The destination should also be at the forefront when deciding if you’re going to venture off independently.
Adam explains: “It is also wiser to take a ship-sponsored shore excursion in any third-world country or in foreign ports if you don’t understand the language and customs, such the need to cover most of your body at certain religious sites, or the usual haggling practices of stallholders or taxi drivers, which can seem overly aggressive to tourists.”
What’s more, though the price tag for a cruise line excursion may seem high, the quality and content of the trip are sometimes beyond what can be planned DIY-style.
“Cruise-organised tours generally take the hassle out of arranging your own shoreside activities and will usually look after you from the moment you step off the ship, to ensure you get back onboard safely and on time,” says Adam.
“Shore excursions are generally worth it if you want to venture to attractions that are located far from the pier, learn more about an area through a guide or participate in physical activities where gear is required, such as scuba diving.
You also have the assurance that your ship-sponsored tour provider is licensed and reputable, and the ship won’t depart until all of its tour buses have returned.
“It’s also worth noting that some ship tours are exclusive to the ship only, which means you are getting a unique experience that you would not get if you go DIY.
“The knowledge and efficiency of tour operators vary, and some tour offerings are not good value for money – especially if they simply offer time-consuming bus rides with drop-offs at shopping centres. It always pays to do your research and check other cruiser reviews before you book.”

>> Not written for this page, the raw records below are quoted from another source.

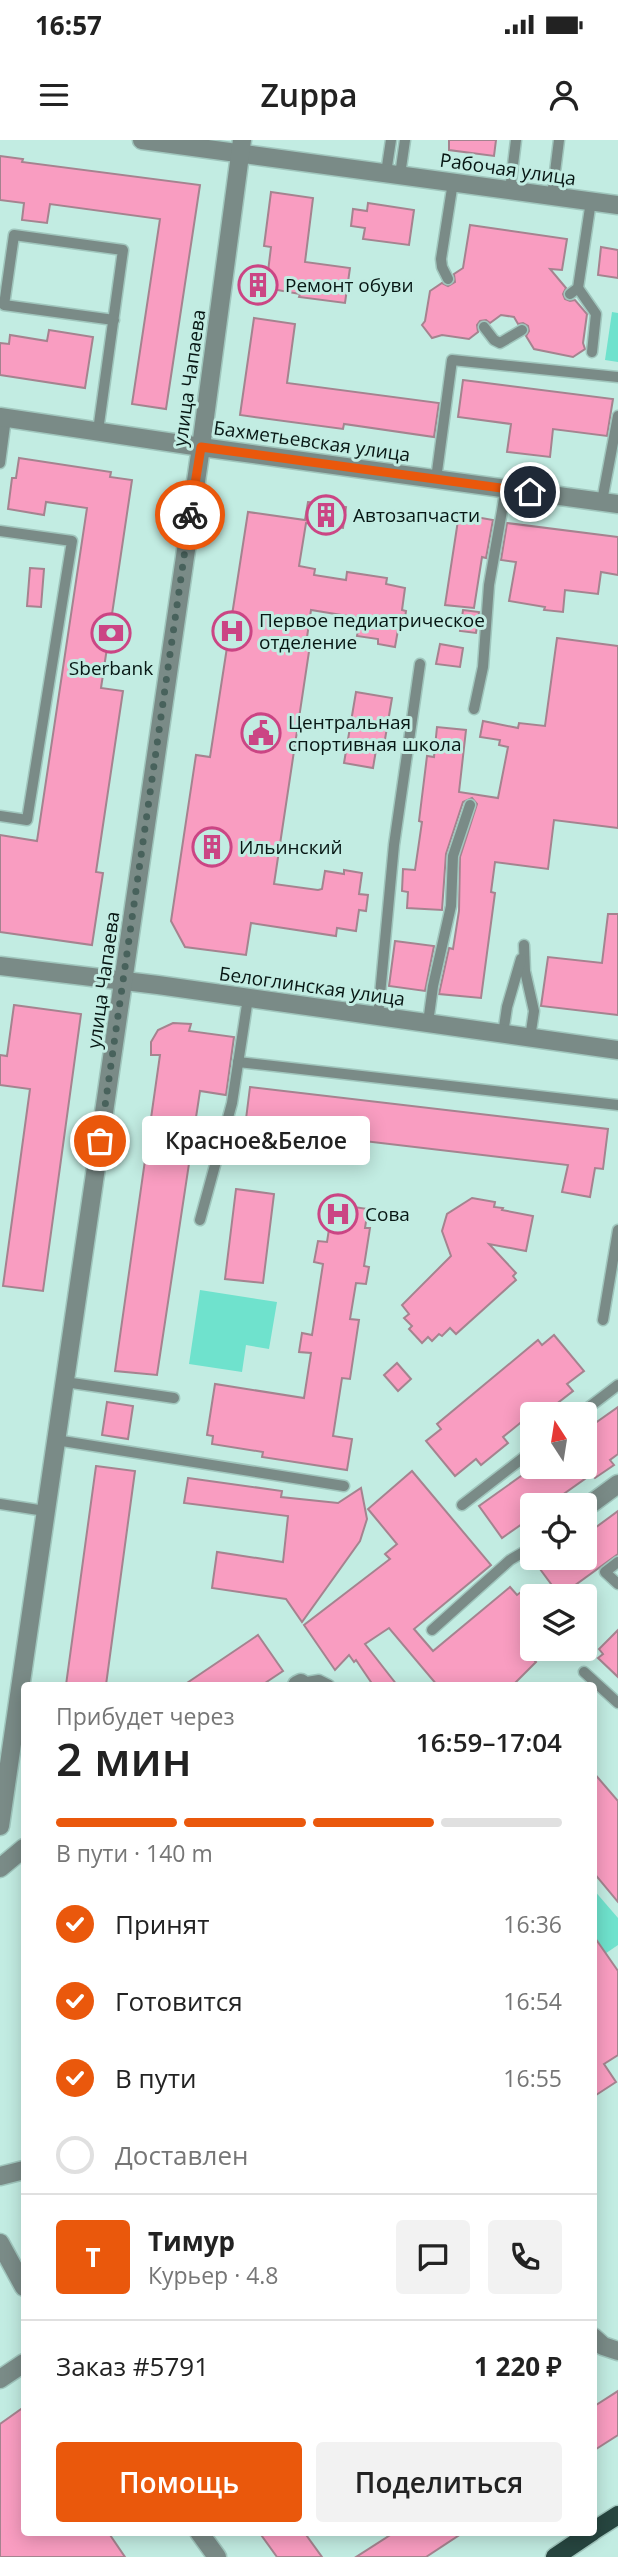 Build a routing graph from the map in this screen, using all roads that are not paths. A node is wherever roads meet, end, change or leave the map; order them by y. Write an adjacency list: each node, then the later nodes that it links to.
1 (142, 140): 6 (street, Рабочая улица)
2 (391, 140): 7 (lane)
3 (405, 140): 7 (lane)
4 (516, 140): 9 (lane)
5 (559, 140): 10 (lane)
6 (241, 147): 7 (street, Рабочая улица); 22 (street, улица Чапаева)
7 (393, 174): 8 (street, Рабочая улица)
8 (453, 182): 9 (street, Рабочая улица); 13 (lane)
9 (510, 190): 10 (street, Рабочая улица)
10 (552, 196): 11 (street, Рабочая улица)
11 (591, 201): 12 (street, Рабочая улица); 17 (lane)
12 (618, 205)
13 (448, 279)
14 (114, 320): 14 (lane); 21 (lane)
15 (484, 327): 16 (lane)
16 (522, 330)
17 (592, 352)
18 (618, 377): 24 (lane)
19 (3, 417): 21 (street, Бахметьевская улица); 23 (lane)
20 (618, 418): 26 (lane)
21 (98, 431): 22 (street, Бахметьевская улица)
22 (201, 447): 24 (street, Бахметьевская улица); 33 (street, улица Чапаева)
23 (0, 463)
24 (436, 479): 25 (street, Бахметьевская улица)
25 (506, 488): 26 (street, Бахметьевская улица); 29 (lane)
26 (610, 503)
27 (0, 531): 31 (lane)
28 (420, 664): 35 (lane)
29 (474, 709)
30 (470, 805): 36 (lane)
31 (0, 817)
32 (0, 966): 33 (street, Белоглинская улица)
33 (124, 981): 34 (street, Белоглинская улица); 45 (street, улица Чапаева)
34 (248, 998): 35 (street, Белоглинская улица); 40 (lane)
35 (378, 1016): 36 (street, Белоглинская улица)
36 (428, 1023): 37 (street, Белоглинская улица)
37 (503, 1034): 38 (street, Белоглинская улица); 38 (lane)
38 (530, 1038): 39 (street, Белоглинская улица)
39 (618, 1050)
40 (238, 1062): 41 (lane); 42 (lane)
41 (618, 1105)
42 (200, 1220)
43 (618, 1230): 44 (lane)
44 (603, 1320)
45 (65, 1382): 47 (lane); 49 (street, улица Чапаева)
46 (618, 1385): 48 (lane)
47 (174, 1398)
48 (596, 1402)
49 (56, 1440): 52 (lane); 56 (street, улица Чапаева)
50 (520, 1460): 55 (lane)
51 (618, 1484): 53 (street)
52 (344, 1486)
53 (597, 1499)
54 (0, 1504): 56 (lane)
55 (462, 1505)
56 (45, 1511): 65 (street, улица Чапаева)
57 (520, 1554): 60 (lane)
58 (618, 1562): 59 (lane)
59 (618, 1584)
60 (432, 1630)
61 (584, 1672): 62 (lane)
62 (595, 1682)
63 (597, 1684): 64 (lane)
64 (618, 1703)
65 (0, 1826)
66 (21, 1850): 67 (street)
67 (0, 1868)
68 (21, 2171): 69 (street)
69 (0, 2176)
70 (0, 2243): 71 (street)
71 (21, 2282)
72 (597, 2341): 73 (street)
73 (618, 2351)
74 (21, 2364): 75 (street)
75 (0, 2379)
76 (618, 2515): 77 (main road)
77 (597, 2529)
78 (202, 2536): 80 (street)
79 (586, 2536): 81 (main road)
80 (217, 2557)
81 (555, 2557)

For holidaymakers who do decide to book onto the pre-arranged excursion, it is advised you do so as soon as possible, as popular excursions can fill up fast.
“If you decide to book a ship-sponsored tour, check to see how many places are available and how popular the tour is. If it’s a limited-availability excursion, or specialist must-see tour, then it is certainly worth adding this to your booking as soon as you can,” says Adam.
“Be aware, however, that some cruise lines charge penalty fees for cancelling shore excursions onboard or within 24 to 48 hours of the port call, so make sure you check the weather in-port, in advance, if you can.”
Largely, whether shelling out for a planned port excursion is down to the specific needs of the traveller.
“The answer ultimately depends on budgets, personal preferences, what’s available in port, the particular customs and language at your destination, and the distance of key activities or sites to your port,” concludes Adam.